WHAT IS NEEDED: In the copy, include no pictures, but reproduce every record exactly.

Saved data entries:
**********

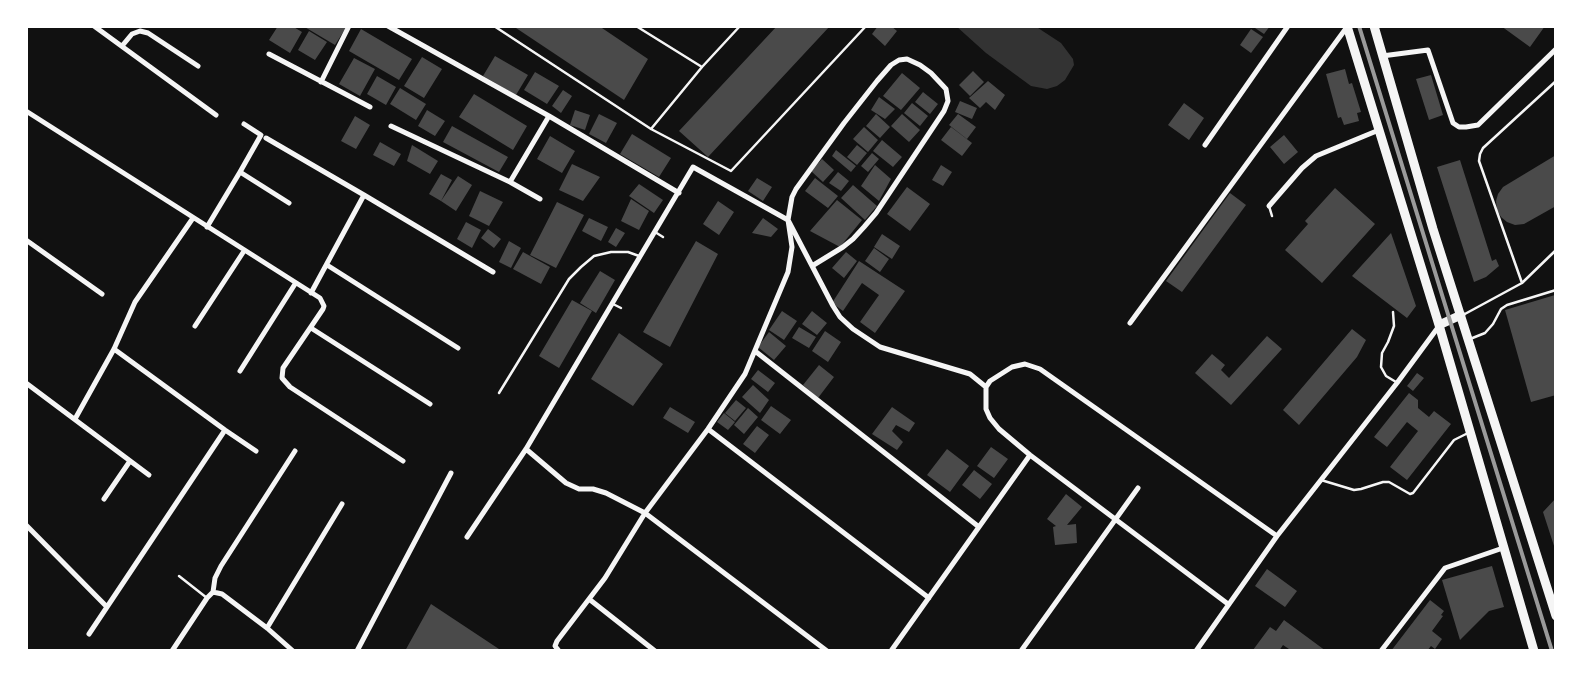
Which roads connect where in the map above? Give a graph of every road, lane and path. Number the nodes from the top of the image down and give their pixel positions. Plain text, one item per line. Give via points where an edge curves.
1 (94, 26) edge
2 (349, 26) edge
3 (388, 26) edge
4 (494, 26) edge
5 (740, 26) edge
6 (866, 26) edge
7 (1288, 26) edge
8 (1347, 26) edge
9 (1374, 26) edge
10 (637, 27) edge
11 (122, 46) junction
12 (1556, 49) edge
13 (269, 54) dead end
14 (1382, 56) junction
15 (198, 66) dead end
16 (702, 67) junction
17 (1556, 81) edge
18 (321, 82) junction
19 (370, 108) dead end
20 (26, 111) edge
21 (216, 115) dead end
22 (549, 116) junction
23 (244, 124) dead end
24 (391, 126) dead end
25 (651, 129) junction
26 (1379, 130) junction
27 (266, 138) dead end
28 (1205, 145) dead end
29 (240, 172) junction
30 (510, 182) junction
31 (679, 193) junction
32 (364, 195) junction
33 (540, 198) dead end
34 (288, 203) dead end
35 (1269, 206) joint
36 (1272, 216) dead end
37 (193, 218) junction
38 (788, 220) junction
39 (207, 227) junction
40 (655, 232) junction
41 (663, 236) dead end
42 (26, 240) edge
43 (1556, 250) edge
44 (244, 251) junction
45 (640, 257) junction
46 (327, 265) junction
47 (812, 266) junction
48 (493, 272) dead end
49 (1522, 283) junction
50 (296, 284) junction
51 (1556, 290) edge
52 (311, 293) junction
53 (102, 294) dead end
54 (612, 304) junction
55 (620, 308) dead end
56 (1393, 312) dead end
57 (1461, 315) junction
58 (1130, 323) dead end
59 (195, 326) dead end
60 (1439, 326) junction
61 (311, 328) junction
62 (1469, 340) junction
63 (458, 348) dead end
64 (114, 349) junction
65 (755, 352) junction
66 (240, 371) dead end
67 (26, 383) edge
68 (1397, 383) junction
69 (986, 387) junction
70 (499, 393) dead end
71 (430, 404) dead end
72 (75, 419) junction
73 (708, 429) junction
74 (225, 430) junction
75 (1470, 432) junction
76 (526, 449) junction
77 (256, 451) dead end
78 (295, 451) dead end
79 (1030, 455) junction
80 (130, 461) junction
81 (403, 461) dead end
82 (451, 474) dead end
83 (149, 475) dead end
84 (1321, 480) junction
85 (1138, 488) dead end
86 (104, 499) dead end
87 (342, 504) dead end
88 (644, 514) junction
89 (1116, 519) junction
90 (26, 525) edge
91 (979, 527) junction
92 (1277, 536) junction
93 (467, 537) dead end
94 (1504, 548) junction
95 (179, 576) dead end
96 (214, 592) junction
97 (207, 598) junction
98 (929, 598) junction
99 (1554, 598) edge
100 (589, 599) junction
101 (1228, 604) junction
102 (107, 607) junction
103 (1556, 616) edge
104 (267, 628) junction
105 (89, 634) dead end
106 (172, 651) edge
107 (294, 651) edge
108 (357, 651) edge
109 (559, 651) edge
110 (655, 651) edge
111 (827, 651) edge
112 (891, 651) edge
113 (1021, 651) edge
114 (1196, 651) edge
115 (1381, 651) edge
116 (1534, 651) edge

1 - 11 street
2 - 18 street
3 - 22 street
4 - 25 lane
5 - 16 lane
6 - 25 lane via 731,171
7 - 28 street
8 - 26 main road
8 - 58 street
9 - 14 main road
10 - 16 lane
11 - 15 street via 140,30
11 - 21 street
12 - 14 street via 1478,124 1466,127 1452,122 1428,50
13 - 18 street
14 - 57 main road
16 - 25 lane
17 - 49 lane via 1480,154 1479,160
18 - 19 street
20 - 37 street
22 - 30 street
22 - 31 street
23 - 29 street via 261,135
24 - 30 street
26 - 35 street via 1316,156
26 - 60 main road
27 - 32 street
29 - 34 street
29 - 39 street
30 - 33 street
31 - 38 street via 693,167
31 - 40 street
32 - 46 street
32 - 48 street
35 - 36 lane
37 - 39 street
37 - 64 street via 135,302
38 - 47 street
38 - 47 street via 796,189 891,65 906,59 920,65 946,89 948,101 944,111 876,213 853,239
38 - 65 street via 792,247 788,272
39 - 44 street
40 - 41 lane
40 - 45 street
42 - 53 street
43 - 49 lane
44 - 50 street
44 - 59 street
45 - 54 street
45 - 70 lane via 628,252 611,252 594,256 581,267 570,279
46 - 52 street
46 - 63 street
47 - 69 street via 840,317 868,340 880,348 970,374
49 - 57 lane
50 - 52 street
50 - 66 street
51 - 62 lane via 1507,304 1485,333
52 - 61 street via 320,298 324,306
54 - 55 lane
54 - 76 street
56 - 68 lane via 1394,326 1382,353 1381,367 1386,376
57 - 60 main road
57 - 62 main road
60 - 68 street
60 - 75 main road
61 - 71 street
61 - 81 street via 283,368 284,383
62 - 99 main road
64 - 72 street
64 - 74 street
65 - 73 street
65 - 91 street
67 - 72 street
68 - 84 street
69 - 79 street via 986,409 990,418
69 - 92 street via 1012,367 1025,364 1040,369
72 - 80 street
73 - 88 street
73 - 98 street
74 - 77 street
74 - 102 street
75 - 84 lane via 1454,440 1410,494 1389,482 1354,490
75 - 94 main road
76 - 88 street via 566,483 579,489 606,493
76 - 93 street
78 - 96 street via 221,566 215,578
79 - 89 street
79 - 91 street
80 - 83 street
80 - 86 street
82 - 108 street
84 - 92 street
85 - 89 street
87 - 104 street
88 - 100 street
88 - 111 street
89 - 101 street
89 - 113 street
90 - 102 street
91 - 98 street
92 - 101 street
94 - 115 street via 1445,568
94 - 116 main road
95 - 97 lane
96 - 97 street
96 - 104 street via 222,594
97 - 106 street
98 - 112 street
99 - 103 main road
100 - 109 street via 557,641
100 - 110 street
101 - 114 street
102 - 105 street
104 - 107 street

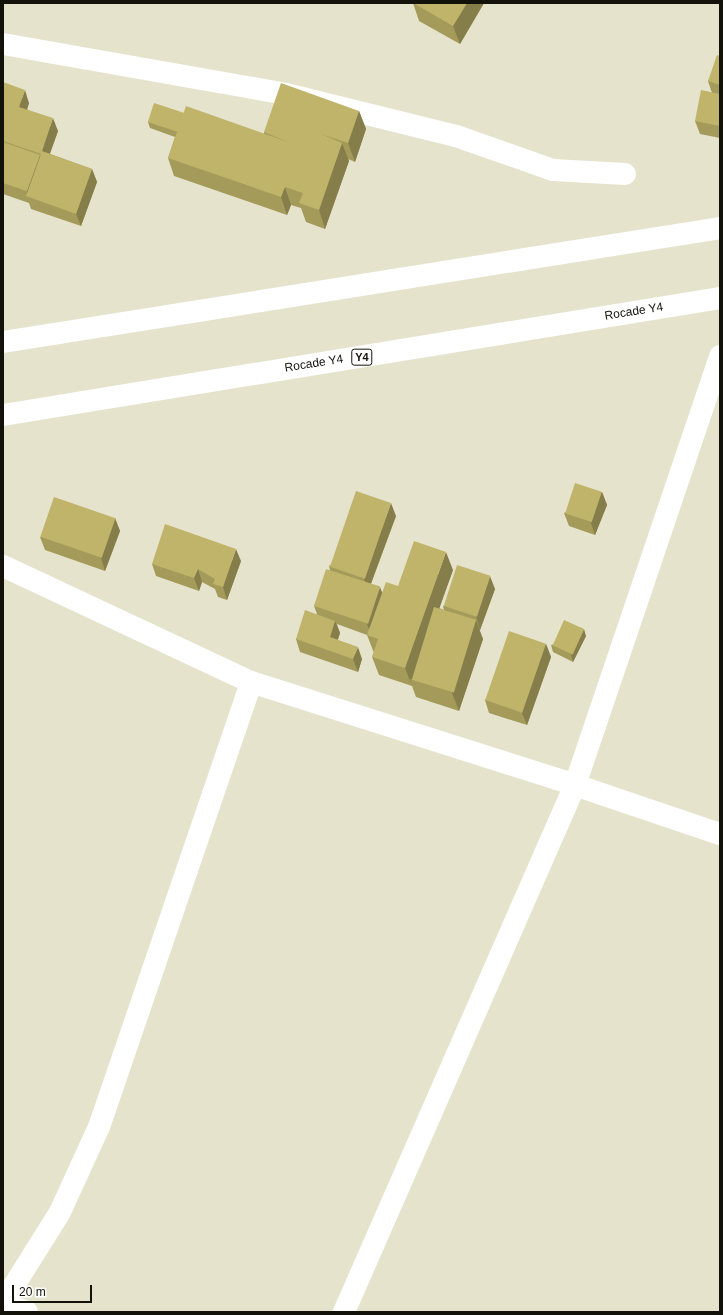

**********

ANSWER FOR THIS EXERCISE:
Which roads connect where in the map above? Give a graph of every road, lane and path. Number the nodes from the top of the image down and give their pixel positions. Plain text, one item per line. Give via points where an edge curves.
1 (94, 26) edge
2 (349, 26) edge
3 (388, 26) edge
4 (494, 26) edge
5 (740, 26) edge
6 (866, 26) edge
7 (1288, 26) edge
8 (1347, 26) edge
9 (1374, 26) edge
10 (637, 27) edge
11 (122, 46) junction
12 (1556, 49) edge
13 (269, 54) dead end
14 (1382, 56) junction
15 (198, 66) dead end
16 (702, 67) junction
17 (1556, 81) edge
18 (321, 82) junction
19 (370, 108) dead end
20 (26, 111) edge
21 (216, 115) dead end
22 (549, 116) junction
23 (244, 124) dead end
24 (391, 126) dead end
25 (651, 129) junction
26 (1379, 130) junction
27 (266, 138) dead end
28 (1205, 145) dead end
29 (240, 172) junction
30 (510, 182) junction
31 (679, 193) junction
32 (364, 195) junction
33 (540, 198) dead end
34 (288, 203) dead end
35 (1269, 206) joint
36 (1272, 216) dead end
37 (193, 218) junction
38 (788, 220) junction
39 (207, 227) junction
40 (655, 232) junction
41 (663, 236) dead end
42 (26, 240) edge
43 (1556, 250) edge
44 (244, 251) junction
45 (640, 257) junction
46 (327, 265) junction
47 (812, 266) junction
48 (493, 272) dead end
49 (1522, 283) junction
50 (296, 284) junction
51 (1556, 290) edge
52 (311, 293) junction
53 (102, 294) dead end
54 (612, 304) junction
55 (620, 308) dead end
56 (1393, 312) dead end
57 (1461, 315) junction
58 (1130, 323) dead end
59 (195, 326) dead end
60 (1439, 326) junction
61 (311, 328) junction
62 (1469, 340) junction
63 (458, 348) dead end
64 (114, 349) junction
65 (755, 352) junction
66 (240, 371) dead end
67 (26, 383) edge
68 (1397, 383) junction
69 (986, 387) junction
70 (499, 393) dead end
71 (430, 404) dead end
72 (75, 419) junction
73 (708, 429) junction
74 (225, 430) junction
75 (1470, 432) junction
76 (526, 449) junction
77 (256, 451) dead end
78 (295, 451) dead end
79 (1030, 455) junction
80 (130, 461) junction
81 (403, 461) dead end
82 (451, 474) dead end
83 (149, 475) dead end
84 (1321, 480) junction
85 (1138, 488) dead end
86 (104, 499) dead end
87 (342, 504) dead end
88 (644, 514) junction
89 (1116, 519) junction
90 (26, 525) edge
91 (979, 527) junction
92 (1277, 536) junction
93 (467, 537) dead end
94 (1504, 548) junction
95 (179, 576) dead end
96 (214, 592) junction
97 (207, 598) junction
98 (929, 598) junction
99 (1554, 598) edge
100 (589, 599) junction
101 (1228, 604) junction
102 (107, 607) junction
103 (1556, 616) edge
104 (267, 628) junction
105 (89, 634) dead end
106 (172, 651) edge
107 (294, 651) edge
108 (357, 651) edge
109 (559, 651) edge
110 (655, 651) edge
111 (827, 651) edge
112 (891, 651) edge
113 (1021, 651) edge
114 (1196, 651) edge
115 (1381, 651) edge
116 (1534, 651) edge

1 - 11 street
2 - 18 street
3 - 22 street
4 - 25 lane
5 - 16 lane
6 - 25 lane via 731,171
7 - 28 street
8 - 26 main road
8 - 58 street
9 - 14 main road
10 - 16 lane
11 - 15 street via 140,30
11 - 21 street
12 - 14 street via 1478,124 1466,127 1452,122 1428,50
13 - 18 street
14 - 57 main road
16 - 25 lane
17 - 49 lane via 1480,154 1479,160
18 - 19 street
20 - 37 street
22 - 30 street
22 - 31 street
23 - 29 street via 261,135
24 - 30 street
26 - 35 street via 1316,156
26 - 60 main road
27 - 32 street
29 - 34 street
29 - 39 street
30 - 33 street
31 - 38 street via 693,167
31 - 40 street
32 - 46 street
32 - 48 street
35 - 36 lane
37 - 39 street
37 - 64 street via 135,302
38 - 47 street
38 - 47 street via 796,189 891,65 906,59 920,65 946,89 948,101 944,111 876,213 853,239
38 - 65 street via 792,247 788,272
39 - 44 street
40 - 41 lane
40 - 45 street
42 - 53 street
43 - 49 lane
44 - 50 street
44 - 59 street
45 - 54 street
45 - 70 lane via 628,252 611,252 594,256 581,267 570,279
46 - 52 street
46 - 63 street
47 - 69 street via 840,317 868,340 880,348 970,374
49 - 57 lane
50 - 52 street
50 - 66 street
51 - 62 lane via 1507,304 1485,333
52 - 61 street via 320,298 324,306
54 - 55 lane
54 - 76 street
56 - 68 lane via 1394,326 1382,353 1381,367 1386,376
57 - 60 main road
57 - 62 main road
60 - 68 street
60 - 75 main road
61 - 71 street
61 - 81 street via 283,368 284,383
62 - 99 main road
64 - 72 street
64 - 74 street
65 - 73 street
65 - 91 street
67 - 72 street
68 - 84 street
69 - 79 street via 986,409 990,418
69 - 92 street via 1012,367 1025,364 1040,369
72 - 80 street
73 - 88 street
73 - 98 street
74 - 77 street
74 - 102 street
75 - 84 lane via 1454,440 1410,494 1389,482 1354,490
75 - 94 main road
76 - 88 street via 566,483 579,489 606,493
76 - 93 street
78 - 96 street via 221,566 215,578
79 - 89 street
79 - 91 street
80 - 83 street
80 - 86 street
82 - 108 street
84 - 92 street
85 - 89 street
87 - 104 street
88 - 100 street
88 - 111 street
89 - 101 street
89 - 113 street
90 - 102 street
91 - 98 street
92 - 101 street
94 - 115 street via 1445,568
94 - 116 main road
95 - 97 lane
96 - 97 street
96 - 104 street via 222,594
97 - 106 street
98 - 112 street
99 - 103 main road
100 - 109 street via 557,641
100 - 110 street
101 - 114 street
102 - 105 street
104 - 107 street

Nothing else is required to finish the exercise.